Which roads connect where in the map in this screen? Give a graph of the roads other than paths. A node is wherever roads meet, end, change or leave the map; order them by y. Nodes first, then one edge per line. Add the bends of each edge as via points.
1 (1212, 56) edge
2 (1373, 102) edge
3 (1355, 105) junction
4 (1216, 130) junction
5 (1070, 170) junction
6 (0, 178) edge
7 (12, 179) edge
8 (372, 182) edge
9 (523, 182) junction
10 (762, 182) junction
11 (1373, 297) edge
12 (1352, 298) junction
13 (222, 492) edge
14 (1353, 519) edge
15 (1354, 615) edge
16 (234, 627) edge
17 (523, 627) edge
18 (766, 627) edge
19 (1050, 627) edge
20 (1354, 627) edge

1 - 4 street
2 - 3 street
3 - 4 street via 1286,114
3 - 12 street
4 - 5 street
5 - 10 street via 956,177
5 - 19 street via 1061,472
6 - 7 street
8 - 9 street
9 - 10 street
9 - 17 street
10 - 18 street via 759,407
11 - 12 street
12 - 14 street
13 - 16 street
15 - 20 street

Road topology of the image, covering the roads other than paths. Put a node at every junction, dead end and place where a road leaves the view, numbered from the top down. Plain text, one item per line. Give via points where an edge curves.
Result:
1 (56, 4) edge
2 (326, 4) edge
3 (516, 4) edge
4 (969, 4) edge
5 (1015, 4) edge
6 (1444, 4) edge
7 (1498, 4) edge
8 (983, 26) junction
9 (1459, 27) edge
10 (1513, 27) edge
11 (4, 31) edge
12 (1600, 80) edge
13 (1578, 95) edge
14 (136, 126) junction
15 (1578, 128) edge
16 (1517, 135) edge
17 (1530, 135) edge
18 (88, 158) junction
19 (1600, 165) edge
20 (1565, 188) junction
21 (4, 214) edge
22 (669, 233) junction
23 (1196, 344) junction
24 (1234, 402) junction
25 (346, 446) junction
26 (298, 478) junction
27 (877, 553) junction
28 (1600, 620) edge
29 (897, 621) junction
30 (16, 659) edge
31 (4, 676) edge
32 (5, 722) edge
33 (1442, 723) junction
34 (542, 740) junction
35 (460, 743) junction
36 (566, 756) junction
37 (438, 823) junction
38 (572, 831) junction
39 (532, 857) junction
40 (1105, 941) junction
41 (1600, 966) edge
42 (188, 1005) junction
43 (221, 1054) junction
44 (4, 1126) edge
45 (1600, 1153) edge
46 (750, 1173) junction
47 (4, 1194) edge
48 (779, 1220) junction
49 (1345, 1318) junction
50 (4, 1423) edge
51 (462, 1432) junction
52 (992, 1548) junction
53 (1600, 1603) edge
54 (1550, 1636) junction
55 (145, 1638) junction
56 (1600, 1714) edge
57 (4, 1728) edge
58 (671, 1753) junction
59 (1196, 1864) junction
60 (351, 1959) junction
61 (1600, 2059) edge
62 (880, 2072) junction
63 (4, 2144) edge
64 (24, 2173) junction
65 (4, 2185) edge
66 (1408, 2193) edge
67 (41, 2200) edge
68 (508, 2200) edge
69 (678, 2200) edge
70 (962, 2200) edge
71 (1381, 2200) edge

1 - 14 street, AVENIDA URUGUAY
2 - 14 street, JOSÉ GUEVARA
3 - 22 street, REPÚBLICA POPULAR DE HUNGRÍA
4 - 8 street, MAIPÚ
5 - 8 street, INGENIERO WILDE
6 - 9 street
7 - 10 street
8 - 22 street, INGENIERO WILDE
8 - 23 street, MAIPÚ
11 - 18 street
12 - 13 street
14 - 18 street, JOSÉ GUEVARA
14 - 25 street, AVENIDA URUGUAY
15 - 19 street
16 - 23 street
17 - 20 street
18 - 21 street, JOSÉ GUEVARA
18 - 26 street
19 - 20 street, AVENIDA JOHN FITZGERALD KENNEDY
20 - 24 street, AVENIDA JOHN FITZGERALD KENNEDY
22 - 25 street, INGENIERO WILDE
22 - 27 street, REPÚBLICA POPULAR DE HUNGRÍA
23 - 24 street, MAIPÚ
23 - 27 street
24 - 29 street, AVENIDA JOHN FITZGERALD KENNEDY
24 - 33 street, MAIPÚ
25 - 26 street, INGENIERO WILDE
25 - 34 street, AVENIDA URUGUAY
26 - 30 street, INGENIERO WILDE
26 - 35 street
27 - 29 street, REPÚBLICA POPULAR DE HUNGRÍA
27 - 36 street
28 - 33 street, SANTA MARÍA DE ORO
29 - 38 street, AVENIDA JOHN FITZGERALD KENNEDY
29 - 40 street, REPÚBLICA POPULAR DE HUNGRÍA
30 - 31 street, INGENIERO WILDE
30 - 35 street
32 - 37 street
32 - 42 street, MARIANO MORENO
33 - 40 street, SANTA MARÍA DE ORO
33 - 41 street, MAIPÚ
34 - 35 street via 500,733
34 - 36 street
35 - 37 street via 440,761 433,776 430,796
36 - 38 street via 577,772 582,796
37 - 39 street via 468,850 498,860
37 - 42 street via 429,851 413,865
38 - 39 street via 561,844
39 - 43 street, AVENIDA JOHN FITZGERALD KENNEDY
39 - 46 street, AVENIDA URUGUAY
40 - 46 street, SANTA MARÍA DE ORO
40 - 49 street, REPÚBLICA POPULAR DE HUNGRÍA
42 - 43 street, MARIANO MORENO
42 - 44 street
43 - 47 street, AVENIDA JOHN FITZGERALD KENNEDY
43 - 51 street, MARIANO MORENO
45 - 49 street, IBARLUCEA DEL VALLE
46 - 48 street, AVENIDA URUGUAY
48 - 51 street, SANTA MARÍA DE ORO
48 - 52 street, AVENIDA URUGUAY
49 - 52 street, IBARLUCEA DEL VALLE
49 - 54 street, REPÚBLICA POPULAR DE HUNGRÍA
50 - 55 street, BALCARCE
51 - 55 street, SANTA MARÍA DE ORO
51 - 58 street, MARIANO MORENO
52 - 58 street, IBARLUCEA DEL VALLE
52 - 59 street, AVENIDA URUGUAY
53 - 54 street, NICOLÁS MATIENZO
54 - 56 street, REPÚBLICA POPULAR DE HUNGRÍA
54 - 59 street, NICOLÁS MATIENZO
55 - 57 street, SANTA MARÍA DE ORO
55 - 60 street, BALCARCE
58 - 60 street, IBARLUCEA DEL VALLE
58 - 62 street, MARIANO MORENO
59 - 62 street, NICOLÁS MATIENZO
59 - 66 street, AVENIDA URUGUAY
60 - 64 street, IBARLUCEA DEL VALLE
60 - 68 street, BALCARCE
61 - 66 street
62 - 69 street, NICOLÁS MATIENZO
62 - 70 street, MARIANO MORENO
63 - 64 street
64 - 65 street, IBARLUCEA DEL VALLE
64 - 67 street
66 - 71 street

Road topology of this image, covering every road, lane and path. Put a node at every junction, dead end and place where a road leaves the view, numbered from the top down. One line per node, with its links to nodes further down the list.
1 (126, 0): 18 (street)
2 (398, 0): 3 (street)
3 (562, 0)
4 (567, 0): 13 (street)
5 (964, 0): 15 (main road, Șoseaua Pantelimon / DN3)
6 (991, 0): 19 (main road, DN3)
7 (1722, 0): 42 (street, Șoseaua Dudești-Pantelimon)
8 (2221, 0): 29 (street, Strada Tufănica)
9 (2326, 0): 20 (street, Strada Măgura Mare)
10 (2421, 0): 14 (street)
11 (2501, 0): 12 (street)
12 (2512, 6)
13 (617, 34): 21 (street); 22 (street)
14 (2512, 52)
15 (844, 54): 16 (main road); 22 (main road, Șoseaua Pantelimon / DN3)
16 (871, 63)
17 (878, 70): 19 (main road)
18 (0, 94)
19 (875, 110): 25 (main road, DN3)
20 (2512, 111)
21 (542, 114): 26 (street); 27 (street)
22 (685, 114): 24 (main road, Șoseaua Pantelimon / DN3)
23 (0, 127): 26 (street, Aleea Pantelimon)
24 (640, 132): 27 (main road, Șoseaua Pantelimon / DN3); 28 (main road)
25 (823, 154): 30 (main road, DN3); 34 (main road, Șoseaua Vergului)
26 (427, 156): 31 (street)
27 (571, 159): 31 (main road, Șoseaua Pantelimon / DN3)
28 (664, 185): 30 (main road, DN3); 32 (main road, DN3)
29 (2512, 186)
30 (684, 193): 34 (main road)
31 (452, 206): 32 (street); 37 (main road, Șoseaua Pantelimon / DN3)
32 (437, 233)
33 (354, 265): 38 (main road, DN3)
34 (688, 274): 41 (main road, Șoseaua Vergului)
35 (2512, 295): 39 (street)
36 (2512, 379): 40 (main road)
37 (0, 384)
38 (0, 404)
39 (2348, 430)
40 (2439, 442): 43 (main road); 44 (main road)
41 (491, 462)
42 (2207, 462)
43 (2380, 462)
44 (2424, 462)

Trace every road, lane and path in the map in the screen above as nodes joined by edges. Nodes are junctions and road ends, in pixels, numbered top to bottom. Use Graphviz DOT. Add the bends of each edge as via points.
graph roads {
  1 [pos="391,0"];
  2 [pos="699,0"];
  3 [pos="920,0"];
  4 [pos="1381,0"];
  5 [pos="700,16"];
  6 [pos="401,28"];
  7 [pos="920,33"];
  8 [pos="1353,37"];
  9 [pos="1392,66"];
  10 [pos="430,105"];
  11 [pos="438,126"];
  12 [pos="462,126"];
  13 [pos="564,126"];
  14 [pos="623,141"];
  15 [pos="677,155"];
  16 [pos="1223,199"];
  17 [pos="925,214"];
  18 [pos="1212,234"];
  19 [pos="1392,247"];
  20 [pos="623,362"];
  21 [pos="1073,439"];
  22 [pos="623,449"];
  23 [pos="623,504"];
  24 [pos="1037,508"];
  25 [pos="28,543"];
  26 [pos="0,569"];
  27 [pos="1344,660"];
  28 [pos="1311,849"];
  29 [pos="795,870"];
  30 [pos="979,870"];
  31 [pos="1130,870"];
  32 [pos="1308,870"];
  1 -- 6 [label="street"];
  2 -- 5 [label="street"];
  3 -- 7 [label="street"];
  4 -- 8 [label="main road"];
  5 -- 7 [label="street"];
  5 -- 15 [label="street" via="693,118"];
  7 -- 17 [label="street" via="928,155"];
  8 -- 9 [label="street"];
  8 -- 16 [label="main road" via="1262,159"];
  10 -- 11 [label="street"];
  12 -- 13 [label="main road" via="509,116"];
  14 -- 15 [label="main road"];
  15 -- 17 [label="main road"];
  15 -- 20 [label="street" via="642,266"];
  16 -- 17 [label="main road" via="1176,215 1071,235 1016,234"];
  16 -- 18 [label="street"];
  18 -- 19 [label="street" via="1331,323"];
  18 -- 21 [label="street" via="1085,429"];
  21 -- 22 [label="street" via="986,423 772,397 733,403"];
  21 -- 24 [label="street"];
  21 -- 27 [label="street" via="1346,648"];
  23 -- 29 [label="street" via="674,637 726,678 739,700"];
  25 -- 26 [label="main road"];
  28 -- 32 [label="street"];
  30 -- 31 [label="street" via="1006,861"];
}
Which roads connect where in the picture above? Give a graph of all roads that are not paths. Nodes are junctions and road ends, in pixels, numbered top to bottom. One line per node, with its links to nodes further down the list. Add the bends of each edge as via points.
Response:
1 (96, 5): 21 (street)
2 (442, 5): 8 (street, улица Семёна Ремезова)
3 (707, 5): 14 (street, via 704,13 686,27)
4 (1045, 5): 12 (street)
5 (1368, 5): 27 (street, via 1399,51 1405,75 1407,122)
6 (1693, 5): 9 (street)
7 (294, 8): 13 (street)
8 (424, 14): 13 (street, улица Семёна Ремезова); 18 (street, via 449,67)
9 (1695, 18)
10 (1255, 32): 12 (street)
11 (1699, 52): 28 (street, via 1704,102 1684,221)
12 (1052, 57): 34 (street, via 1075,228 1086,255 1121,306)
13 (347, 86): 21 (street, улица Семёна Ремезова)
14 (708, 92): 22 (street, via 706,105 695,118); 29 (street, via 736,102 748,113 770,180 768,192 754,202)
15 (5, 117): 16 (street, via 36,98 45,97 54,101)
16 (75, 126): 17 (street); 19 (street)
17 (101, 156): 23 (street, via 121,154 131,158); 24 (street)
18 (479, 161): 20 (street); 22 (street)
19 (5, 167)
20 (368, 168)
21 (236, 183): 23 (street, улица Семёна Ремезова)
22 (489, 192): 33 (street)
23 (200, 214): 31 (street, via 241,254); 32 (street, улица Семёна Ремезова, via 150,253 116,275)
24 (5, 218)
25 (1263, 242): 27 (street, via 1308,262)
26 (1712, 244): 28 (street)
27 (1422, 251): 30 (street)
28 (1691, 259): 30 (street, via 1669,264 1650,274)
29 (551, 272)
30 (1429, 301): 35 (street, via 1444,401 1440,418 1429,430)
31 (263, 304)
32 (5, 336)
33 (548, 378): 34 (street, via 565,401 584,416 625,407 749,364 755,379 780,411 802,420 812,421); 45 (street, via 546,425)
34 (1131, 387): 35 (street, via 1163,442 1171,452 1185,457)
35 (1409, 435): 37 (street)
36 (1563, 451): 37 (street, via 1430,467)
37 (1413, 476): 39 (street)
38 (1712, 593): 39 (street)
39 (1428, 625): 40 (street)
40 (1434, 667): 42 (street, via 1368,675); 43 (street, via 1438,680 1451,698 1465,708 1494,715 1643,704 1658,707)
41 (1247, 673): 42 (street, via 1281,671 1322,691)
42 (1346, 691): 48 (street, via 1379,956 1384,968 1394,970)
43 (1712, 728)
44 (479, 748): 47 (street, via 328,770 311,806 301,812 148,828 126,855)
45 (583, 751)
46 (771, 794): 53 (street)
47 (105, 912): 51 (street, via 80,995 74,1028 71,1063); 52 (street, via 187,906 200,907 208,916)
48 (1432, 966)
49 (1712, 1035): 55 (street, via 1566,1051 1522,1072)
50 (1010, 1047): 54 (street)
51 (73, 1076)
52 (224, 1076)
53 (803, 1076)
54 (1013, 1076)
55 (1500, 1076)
-- -- --
→ **TASK TO COMPLETE**: Every line that holds the word "WILDE" should be copied from the records above.

→ **SOLUTION TO THIS EXERCISE**:
5 - 8 street, INGENIERO WILDE
8 - 22 street, INGENIERO WILDE
22 - 25 street, INGENIERO WILDE
25 - 26 street, INGENIERO WILDE
26 - 30 street, INGENIERO WILDE
30 - 31 street, INGENIERO WILDE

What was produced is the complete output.